Mr. Herrera: Feeling. You know, feeling. For many reasons, but it hurts me to see people who are hurt. It hurts me to see children that are pushed back. It hurts me to see parents that are pushed back. I want them at 100 percent.

When I was in Harrisburg, Pennsylvania, I was at a children’s event and celebrating my books, for children—they had been given away. That was beautiful, thank you. And then the farmworker parents, one of the fathers came up to me and showed me his hands. This is what I give my children. And I looked at his hands and they looked red and they were hard, like they had been whipped, hard work. I looked at my hands, they looked like Pillsbury hands—because I’m a writer.

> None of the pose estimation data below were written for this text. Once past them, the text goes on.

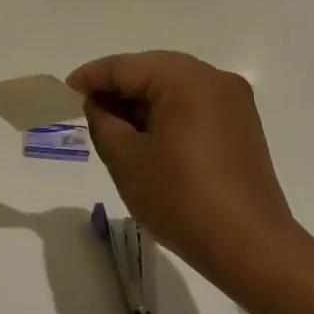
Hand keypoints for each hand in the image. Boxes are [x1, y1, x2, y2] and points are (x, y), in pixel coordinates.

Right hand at [66, 51, 299, 282]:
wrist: (249, 246)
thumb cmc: (180, 198)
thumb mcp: (126, 158)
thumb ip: (103, 121)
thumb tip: (99, 104)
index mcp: (187, 79)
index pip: (126, 66)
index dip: (91, 77)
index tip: (65, 91)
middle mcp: (215, 79)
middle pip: (152, 71)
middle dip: (117, 87)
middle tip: (85, 108)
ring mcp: (233, 103)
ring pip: (173, 88)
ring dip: (141, 102)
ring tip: (111, 126)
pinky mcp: (240, 126)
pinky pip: (193, 106)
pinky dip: (165, 114)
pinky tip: (145, 137)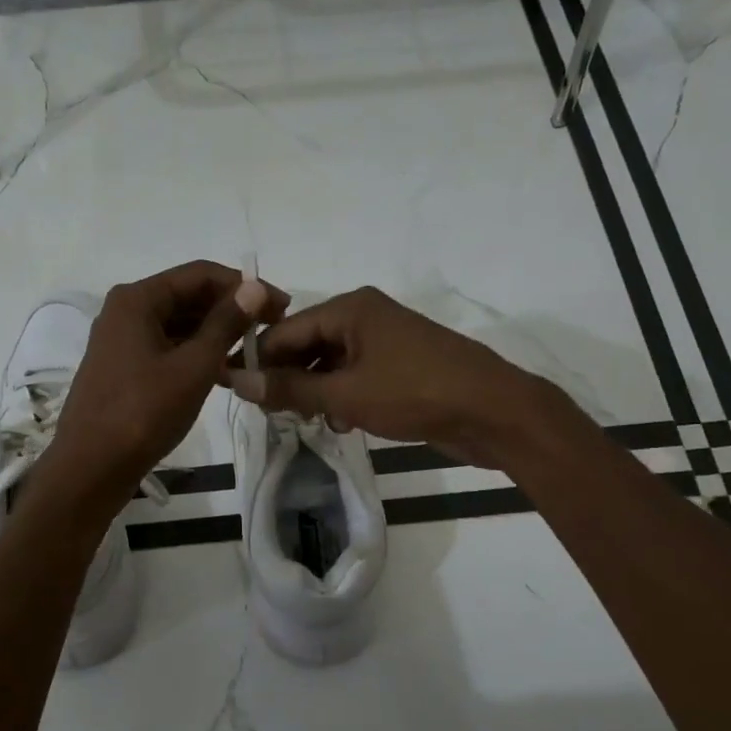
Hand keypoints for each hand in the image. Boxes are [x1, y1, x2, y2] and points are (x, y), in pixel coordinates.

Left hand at [43, 260, 287, 507]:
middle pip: (189, 296)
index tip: (281, 307)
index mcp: (138, 299)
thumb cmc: (143, 413)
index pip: (201, 274)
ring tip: (255, 354)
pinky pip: (168, 348)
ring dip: (216, 335)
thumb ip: (226, 324)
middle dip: (231, 310)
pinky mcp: (125, 367)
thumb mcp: (193, 366)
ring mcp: (123, 340)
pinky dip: (196, 355)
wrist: (90, 468)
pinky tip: (226, 374)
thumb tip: (255, 286)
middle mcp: (126, 310)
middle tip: (272, 331)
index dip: (244, 286)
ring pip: (180, 325)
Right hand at [224, 286, 558, 467]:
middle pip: (307, 344)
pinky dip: (341, 396)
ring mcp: (385, 341)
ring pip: (331, 363)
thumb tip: (238, 381)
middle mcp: (365, 316)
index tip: (236, 393)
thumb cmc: (415, 393)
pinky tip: (339, 422)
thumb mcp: (346, 394)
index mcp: (350, 308)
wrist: (494, 411)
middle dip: (288, 378)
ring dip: (314, 391)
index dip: (259, 361)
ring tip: (304, 422)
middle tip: (271, 414)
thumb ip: (291, 388)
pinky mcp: (400, 366)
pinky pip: (355, 376)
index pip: (285, 330)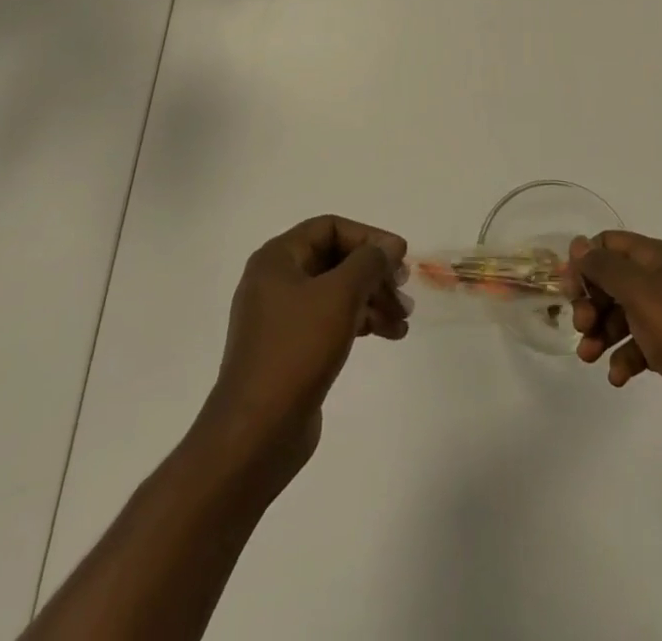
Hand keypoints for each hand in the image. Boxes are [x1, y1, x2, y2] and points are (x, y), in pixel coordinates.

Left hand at [198, 215, 408, 484]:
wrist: (256, 433)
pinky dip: (359, 321)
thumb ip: (368, 262)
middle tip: (404, 290)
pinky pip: (330, 320)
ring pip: (336, 292)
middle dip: (373, 273)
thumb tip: (388, 247)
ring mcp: (281, 317)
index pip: (330, 227)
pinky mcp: (290, 349)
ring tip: (403, 320)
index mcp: (277, 259)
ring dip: (372, 299)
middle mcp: (276, 281)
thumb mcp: (339, 295)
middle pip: (335, 260)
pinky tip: (387, 335)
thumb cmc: (297, 350)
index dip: (368, 237)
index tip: (400, 256)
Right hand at [569, 230, 661, 450]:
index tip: (567, 289)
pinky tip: (618, 378)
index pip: (612, 244)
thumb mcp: (640, 293)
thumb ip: (605, 267)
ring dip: (603, 332)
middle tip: (581, 327)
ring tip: (589, 357)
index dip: (586, 262)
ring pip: (626, 316)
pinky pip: (642, 346)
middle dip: (592, 302)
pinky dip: (626, 358)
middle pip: (616, 281)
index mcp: (661, 259)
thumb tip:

So that’s why I give books. I want those parents to have those books and I want those children to have those books, and I’m gonna do everything I can to get those books in their hands and to assist them. That’s what I’m here for. That’s what we’re all here for. Otherwise I might as well just call it even. Take off and walk the earth with a little piece of onion or something.

Francisco Jiménez: It gives you purpose.

Mr. Herrera: Yeah, it gives me purpose. Otherwise I feel terrible.

Francisco Jiménez: You’d really feel terrible?

Mr. Herrera: Yeah.

Francisco Jiménez: You have been compared to Whitman, and it is said that Ginsberg was a big influence. But the personality of the poet still runs large in their work. It seems you are up to something different, if related. Could you talk about who the speakers are in your poems—or maybe put another way: How do the voices come to you and move through you into the page when you’re creating poetry?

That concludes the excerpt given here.